Notch signaling mediates p63-induced quiescence: a new facet of p63/Notch crosstalk.

Cellular quiescence, a specialized form of growth arrest, is a carefully controlled developmental program that is essential for the maintenance of normal stem cell regenerative potential. Accumulating evidence suggests that the quiescence program may be co-opted by tumor cells, increasing their long-term survival and decreasing their sensitivity to a variety of anticancer therapies. In the mammary gland, pathways involved in stem cell self-renewal include those controlled by p63, a p53-related transcription factor, and Notch, a family of proteins with diverse roles in development and cancer. In the September 15th issue of Cell Cycle, Kent et al. provide new mechanistic insights into the maintenance of mammary cellular quiescence. They demonstrate that expression of ΔNp63a, the predominant isoform of p63 expressed in mammary epithelial cells, promotes cellular quiescence, and they provide direct evidence that activation of Notch3, one of four Notch family members expressed in mammals, is a principle mediator of p63-induced quiescence (Fig. 1A). These findings add a new dimension to the already substantial and complex interplay between p63 and Notch signaling in the epithelium.

Figure 1. Stage-specific regulation and function of p63 and Notch signaling in the mammary gland. (A) Activation of Notch expression by p63 inhibits cell cycle progression, thereby promoting quiescence which is associated with self-renewal of mammary stem cells. (B) In contrast, reciprocal inhibition of p63 and Notch signaling controls cell fate determination of bipotential progenitor cells along basal (p63-associated) or luminal (Notch-associated) epithelial lineages.

An essential role for p63 in early mammary gland development is evidenced by the phenotype of constitutive p63-null mice, which show a complete lack of stratified squamous epithelia and their derivatives, including mammary glands, and die shortly after birth., This dramatic phenotype has been attributed in part to a fundamental role for p63 in maintaining proliferative potential of stem cells in the epithelium, which is consistent with a contribution by p63 to stem cell quiescence. In the adult mammary gland, p63 expression is restricted to the basal rather than luminal epithelial layer, and p63 expression has been shown to contribute to the induction and/or maintenance of basal cell fate. Remarkably similar dual roles for Notch signaling in stem cell preservation and cell fate determination in the mammary gland have been described. Notably, however, whereas both p63 and Notch family members, including Notch3, have been linked to self-renewal of stem-like cells, Notch signaling is thought to drive commitment toward the luminal rather than basal cell fate. Indeed, in vivo models of normal mammary gland development have demonstrated the ability of p63 expression to counter Notch signaling and promote basal cell fate, while Notch activation drives luminal differentiation associated with p63 downregulation (Fig. 1B)., Collectively, the manuscript by Kent et al. and data cited above support a model involving complex, reciprocal regulation of p63 and Notch in the mammary gland.

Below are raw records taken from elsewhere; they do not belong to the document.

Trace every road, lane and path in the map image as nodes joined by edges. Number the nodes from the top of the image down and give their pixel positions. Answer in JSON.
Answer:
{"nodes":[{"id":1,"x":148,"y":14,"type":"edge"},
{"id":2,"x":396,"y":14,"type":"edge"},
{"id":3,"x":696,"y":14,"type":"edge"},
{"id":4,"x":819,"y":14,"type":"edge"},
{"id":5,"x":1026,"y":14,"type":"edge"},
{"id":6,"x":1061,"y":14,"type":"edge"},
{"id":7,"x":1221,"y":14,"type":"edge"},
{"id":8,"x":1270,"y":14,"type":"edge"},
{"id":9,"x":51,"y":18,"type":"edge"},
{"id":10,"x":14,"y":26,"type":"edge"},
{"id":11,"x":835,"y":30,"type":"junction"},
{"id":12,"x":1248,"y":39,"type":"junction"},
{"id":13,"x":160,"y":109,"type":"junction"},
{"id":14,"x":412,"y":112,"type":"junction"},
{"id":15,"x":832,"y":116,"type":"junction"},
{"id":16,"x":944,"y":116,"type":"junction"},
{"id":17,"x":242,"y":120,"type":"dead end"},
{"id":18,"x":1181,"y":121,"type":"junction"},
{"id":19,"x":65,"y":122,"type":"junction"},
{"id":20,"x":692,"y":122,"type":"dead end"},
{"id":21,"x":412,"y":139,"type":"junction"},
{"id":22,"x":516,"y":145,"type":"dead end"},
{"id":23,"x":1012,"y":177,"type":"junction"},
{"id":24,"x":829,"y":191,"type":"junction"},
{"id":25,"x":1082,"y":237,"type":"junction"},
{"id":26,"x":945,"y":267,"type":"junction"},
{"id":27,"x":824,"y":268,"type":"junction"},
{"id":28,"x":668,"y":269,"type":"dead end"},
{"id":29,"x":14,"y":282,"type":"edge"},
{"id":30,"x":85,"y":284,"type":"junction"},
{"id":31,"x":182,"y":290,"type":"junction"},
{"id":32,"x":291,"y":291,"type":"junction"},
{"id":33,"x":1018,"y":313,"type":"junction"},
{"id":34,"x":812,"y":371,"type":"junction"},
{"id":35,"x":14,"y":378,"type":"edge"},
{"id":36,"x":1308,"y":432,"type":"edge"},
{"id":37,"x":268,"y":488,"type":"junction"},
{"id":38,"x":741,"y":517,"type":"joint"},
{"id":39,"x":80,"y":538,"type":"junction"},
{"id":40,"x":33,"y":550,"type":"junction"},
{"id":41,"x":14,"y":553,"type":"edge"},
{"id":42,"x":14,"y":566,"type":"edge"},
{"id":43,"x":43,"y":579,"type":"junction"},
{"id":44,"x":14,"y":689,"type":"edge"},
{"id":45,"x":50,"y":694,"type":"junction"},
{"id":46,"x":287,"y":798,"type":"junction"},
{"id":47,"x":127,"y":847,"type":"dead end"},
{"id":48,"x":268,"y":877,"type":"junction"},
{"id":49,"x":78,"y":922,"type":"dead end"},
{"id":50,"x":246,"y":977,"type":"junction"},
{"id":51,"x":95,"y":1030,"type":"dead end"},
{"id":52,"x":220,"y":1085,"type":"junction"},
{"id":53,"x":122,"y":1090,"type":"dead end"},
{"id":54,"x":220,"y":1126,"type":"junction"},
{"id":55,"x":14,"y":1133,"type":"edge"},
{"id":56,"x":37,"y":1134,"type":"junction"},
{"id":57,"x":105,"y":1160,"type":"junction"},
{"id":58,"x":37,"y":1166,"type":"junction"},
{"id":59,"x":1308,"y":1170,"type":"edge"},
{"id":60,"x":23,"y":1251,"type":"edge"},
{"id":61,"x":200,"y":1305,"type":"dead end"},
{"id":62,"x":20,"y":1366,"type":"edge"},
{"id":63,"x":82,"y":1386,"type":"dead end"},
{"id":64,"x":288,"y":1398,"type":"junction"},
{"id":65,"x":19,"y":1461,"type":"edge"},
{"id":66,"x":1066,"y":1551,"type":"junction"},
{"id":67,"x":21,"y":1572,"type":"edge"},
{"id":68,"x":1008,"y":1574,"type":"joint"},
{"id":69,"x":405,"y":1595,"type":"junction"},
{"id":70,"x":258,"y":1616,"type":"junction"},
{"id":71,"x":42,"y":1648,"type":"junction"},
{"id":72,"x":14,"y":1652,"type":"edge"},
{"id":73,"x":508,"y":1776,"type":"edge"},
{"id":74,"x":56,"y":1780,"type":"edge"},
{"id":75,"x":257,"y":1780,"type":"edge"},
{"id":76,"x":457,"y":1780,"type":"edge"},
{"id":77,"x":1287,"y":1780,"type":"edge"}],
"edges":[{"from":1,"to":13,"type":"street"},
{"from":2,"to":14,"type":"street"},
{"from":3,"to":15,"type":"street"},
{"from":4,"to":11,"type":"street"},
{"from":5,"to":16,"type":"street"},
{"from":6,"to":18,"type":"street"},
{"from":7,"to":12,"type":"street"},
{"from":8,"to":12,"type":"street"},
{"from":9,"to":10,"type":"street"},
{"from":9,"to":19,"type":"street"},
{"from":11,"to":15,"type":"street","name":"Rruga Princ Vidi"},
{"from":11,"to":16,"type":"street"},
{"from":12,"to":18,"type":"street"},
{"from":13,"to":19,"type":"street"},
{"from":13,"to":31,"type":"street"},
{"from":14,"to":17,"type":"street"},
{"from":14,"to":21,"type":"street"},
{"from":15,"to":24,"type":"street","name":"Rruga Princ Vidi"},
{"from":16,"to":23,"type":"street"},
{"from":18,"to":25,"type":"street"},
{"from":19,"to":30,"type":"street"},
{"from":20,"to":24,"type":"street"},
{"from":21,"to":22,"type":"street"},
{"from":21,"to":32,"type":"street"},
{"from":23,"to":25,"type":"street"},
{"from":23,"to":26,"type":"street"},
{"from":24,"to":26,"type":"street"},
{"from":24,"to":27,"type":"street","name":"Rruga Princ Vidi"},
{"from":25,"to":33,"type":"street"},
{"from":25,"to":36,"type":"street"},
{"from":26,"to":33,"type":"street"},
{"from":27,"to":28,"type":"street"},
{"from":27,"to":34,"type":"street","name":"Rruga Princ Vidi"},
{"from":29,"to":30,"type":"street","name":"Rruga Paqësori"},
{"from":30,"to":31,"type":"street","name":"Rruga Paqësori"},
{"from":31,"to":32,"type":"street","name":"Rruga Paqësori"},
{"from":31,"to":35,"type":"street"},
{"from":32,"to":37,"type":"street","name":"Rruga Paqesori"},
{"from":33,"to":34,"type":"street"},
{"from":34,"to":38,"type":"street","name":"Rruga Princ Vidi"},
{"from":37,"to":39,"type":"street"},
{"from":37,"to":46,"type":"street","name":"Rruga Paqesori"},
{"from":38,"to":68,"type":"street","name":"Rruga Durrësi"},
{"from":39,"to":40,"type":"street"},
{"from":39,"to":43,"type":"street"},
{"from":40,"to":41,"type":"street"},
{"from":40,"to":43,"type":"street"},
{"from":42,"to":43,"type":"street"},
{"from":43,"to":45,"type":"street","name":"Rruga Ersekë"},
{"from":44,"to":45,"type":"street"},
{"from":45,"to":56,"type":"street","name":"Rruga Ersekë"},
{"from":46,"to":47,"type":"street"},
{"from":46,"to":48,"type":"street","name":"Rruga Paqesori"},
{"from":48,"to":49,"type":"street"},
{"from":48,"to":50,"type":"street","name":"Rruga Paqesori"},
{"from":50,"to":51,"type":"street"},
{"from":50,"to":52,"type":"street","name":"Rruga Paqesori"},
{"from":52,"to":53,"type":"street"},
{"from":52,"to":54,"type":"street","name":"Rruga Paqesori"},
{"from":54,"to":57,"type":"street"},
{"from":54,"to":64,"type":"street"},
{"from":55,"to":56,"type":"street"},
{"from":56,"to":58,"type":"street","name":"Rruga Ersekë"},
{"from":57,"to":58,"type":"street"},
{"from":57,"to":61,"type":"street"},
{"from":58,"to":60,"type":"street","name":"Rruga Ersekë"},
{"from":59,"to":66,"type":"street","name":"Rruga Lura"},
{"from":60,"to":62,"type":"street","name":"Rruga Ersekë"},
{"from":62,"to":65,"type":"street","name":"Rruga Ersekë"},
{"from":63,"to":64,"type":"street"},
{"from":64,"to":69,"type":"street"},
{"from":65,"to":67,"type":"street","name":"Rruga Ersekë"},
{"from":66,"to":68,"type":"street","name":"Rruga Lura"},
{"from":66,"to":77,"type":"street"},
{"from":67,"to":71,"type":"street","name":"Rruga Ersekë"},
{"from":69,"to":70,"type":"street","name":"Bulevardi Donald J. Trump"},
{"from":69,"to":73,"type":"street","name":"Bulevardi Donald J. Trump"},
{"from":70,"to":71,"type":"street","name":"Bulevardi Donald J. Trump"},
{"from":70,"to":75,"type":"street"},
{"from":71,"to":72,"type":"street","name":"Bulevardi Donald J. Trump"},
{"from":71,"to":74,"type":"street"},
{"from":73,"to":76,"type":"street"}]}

How do we reconcile experiments demonstrating positive regulation vs. those showing negative reciprocal regulation of p63 and Notch expression and function? One possible explanation is that Notch-stimulating and -repressing activities of p63 may in fact be occurring in different cells. For example, in addition to regulating expression of Notch itself, p63 is also known to regulate expression of Notch ligands, which could control Notch signaling in a non-cell-autonomous manner. Furthermore, selective regulation of different Notch family members by p63 may be involved, as Notch1 and Notch2 are expressed at higher levels in luminal rather than basal cells, whereas Notch3 and Notch4 are comparably or possibly more highly expressed in basal epithelial cells. Analysis of distinct mammary cell populations derived from in vivo studies should help clarify the details of Notch and p63 cross regulation.

Further work will also be required in order to understand the fascinating association of p63 and Notch signaling pathways with quiescence and preservation of early stem/progenitor cells on the one hand, and with proliferation and differentiation of later committed progenitors on the other (Fig. 1).- This dichotomy could again be explained by differential expression and functions for different Notch family members in distinct developmental stages or, in the case of p63, by differential isoform expression. Another possibility involves expression levels, as suggested by a recent study that used an in vitro three-dimensional model to show that high Notch activity inhibits proliferation, whereas low Notch activity induces a hyperproliferative response. Both cellular context and other collaborating signal transduction pathways are also likely to contribute to this stage-specific phenotypic output of Notch and p63 activation. In this regard, it is intriguing that genetic evidence points to context-specific contributions of p63 and Notch to both tumorigenesis and tumor suppression., Unraveling the emerging web of crosstalk between p63 and Notch will be essential if we are to exploit the potential therapeutic benefit of targeting these two pathways in human cancer.